Americans used less in their cars over the summer: demand in the US fell by 800,000 barrels a day in the first half of this year, the largest decline for 26 years. In the UK, Ryanair is grounding more planes this winter. The global economy is slowing – even China, the biggest source of new demand, may soon be feeling colder breezes. But what’s this? Leading members of Opec, the Organisation of Petroleum Exporting Countries, want to reduce oil supplies to keep the price high.


The 13 members of the cartel meet in Vienna next week and Iran and Venezuela have made their position clear. “Oil supply must be well proportioned with demand, and control over Opec’s excess oil supply is an issue that must be discussed,” said Gholam Hossein Nozari, Iran’s oil minister, this week. Translation: he doesn’t want to see the price fall below $100.


To many in the west, the stance will seem outrageous. Gordon Brown was furious with Opec in May, when the price was $135 a barrel. “It is, as people will recognise, a scandal that 40% of the oil is controlled by Opec, that their decisions can restrict the supply of oil to the rest of the world, and that at a time when oil is desperately needed and supply needs to expand that Opec can withhold supply from the market,” he said.
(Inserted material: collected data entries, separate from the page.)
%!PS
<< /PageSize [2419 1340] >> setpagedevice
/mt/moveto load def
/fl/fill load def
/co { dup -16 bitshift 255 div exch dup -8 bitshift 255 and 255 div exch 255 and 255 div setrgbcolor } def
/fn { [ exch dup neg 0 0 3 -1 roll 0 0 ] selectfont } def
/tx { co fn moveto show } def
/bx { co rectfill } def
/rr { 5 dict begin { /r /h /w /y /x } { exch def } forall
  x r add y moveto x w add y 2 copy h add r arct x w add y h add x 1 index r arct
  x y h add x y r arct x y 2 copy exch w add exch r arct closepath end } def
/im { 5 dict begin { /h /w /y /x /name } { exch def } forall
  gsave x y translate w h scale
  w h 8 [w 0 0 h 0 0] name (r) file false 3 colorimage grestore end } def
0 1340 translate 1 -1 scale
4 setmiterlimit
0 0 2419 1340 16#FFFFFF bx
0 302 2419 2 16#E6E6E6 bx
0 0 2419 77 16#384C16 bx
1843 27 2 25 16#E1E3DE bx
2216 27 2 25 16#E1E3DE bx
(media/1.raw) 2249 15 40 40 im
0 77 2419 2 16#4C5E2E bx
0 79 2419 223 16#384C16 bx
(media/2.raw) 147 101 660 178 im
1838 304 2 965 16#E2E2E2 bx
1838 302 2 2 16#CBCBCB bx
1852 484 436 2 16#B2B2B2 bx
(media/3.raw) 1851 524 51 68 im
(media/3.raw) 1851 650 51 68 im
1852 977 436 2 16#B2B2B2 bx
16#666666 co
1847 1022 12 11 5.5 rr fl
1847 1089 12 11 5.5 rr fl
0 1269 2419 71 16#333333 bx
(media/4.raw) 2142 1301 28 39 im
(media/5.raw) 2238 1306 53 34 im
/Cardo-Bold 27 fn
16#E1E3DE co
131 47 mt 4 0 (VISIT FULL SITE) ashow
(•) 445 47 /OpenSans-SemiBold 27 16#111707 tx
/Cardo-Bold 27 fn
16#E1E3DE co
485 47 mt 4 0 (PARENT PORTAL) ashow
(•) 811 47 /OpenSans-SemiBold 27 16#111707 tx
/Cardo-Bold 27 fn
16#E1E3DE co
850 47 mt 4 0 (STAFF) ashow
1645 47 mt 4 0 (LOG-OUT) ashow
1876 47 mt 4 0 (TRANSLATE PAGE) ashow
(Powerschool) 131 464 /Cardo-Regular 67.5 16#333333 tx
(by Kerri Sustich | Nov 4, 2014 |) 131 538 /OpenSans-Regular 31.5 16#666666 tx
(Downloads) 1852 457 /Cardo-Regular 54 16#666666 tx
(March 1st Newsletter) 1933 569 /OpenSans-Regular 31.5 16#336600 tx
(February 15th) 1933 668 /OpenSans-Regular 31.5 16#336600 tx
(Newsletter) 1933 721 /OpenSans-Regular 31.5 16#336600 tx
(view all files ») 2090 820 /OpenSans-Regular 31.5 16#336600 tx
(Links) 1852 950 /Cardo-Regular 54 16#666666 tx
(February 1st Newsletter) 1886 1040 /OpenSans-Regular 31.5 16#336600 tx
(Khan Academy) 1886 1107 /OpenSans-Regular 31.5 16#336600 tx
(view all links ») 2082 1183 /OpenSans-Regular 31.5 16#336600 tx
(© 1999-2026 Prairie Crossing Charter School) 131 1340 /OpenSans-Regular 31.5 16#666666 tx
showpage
Brown sounded like a buttoned-up version of the property tycoon Donald Trump, whose regular rants against Opec have entertained viewers of US financial television channels in the past year.


“It is an illegal monopoly,” he told CNBC a few months ago. “If businesses ever formed Opec, everybody would be put in jail. Every time a country hits oil, they are invited into the cartel. It’s a disgrace.”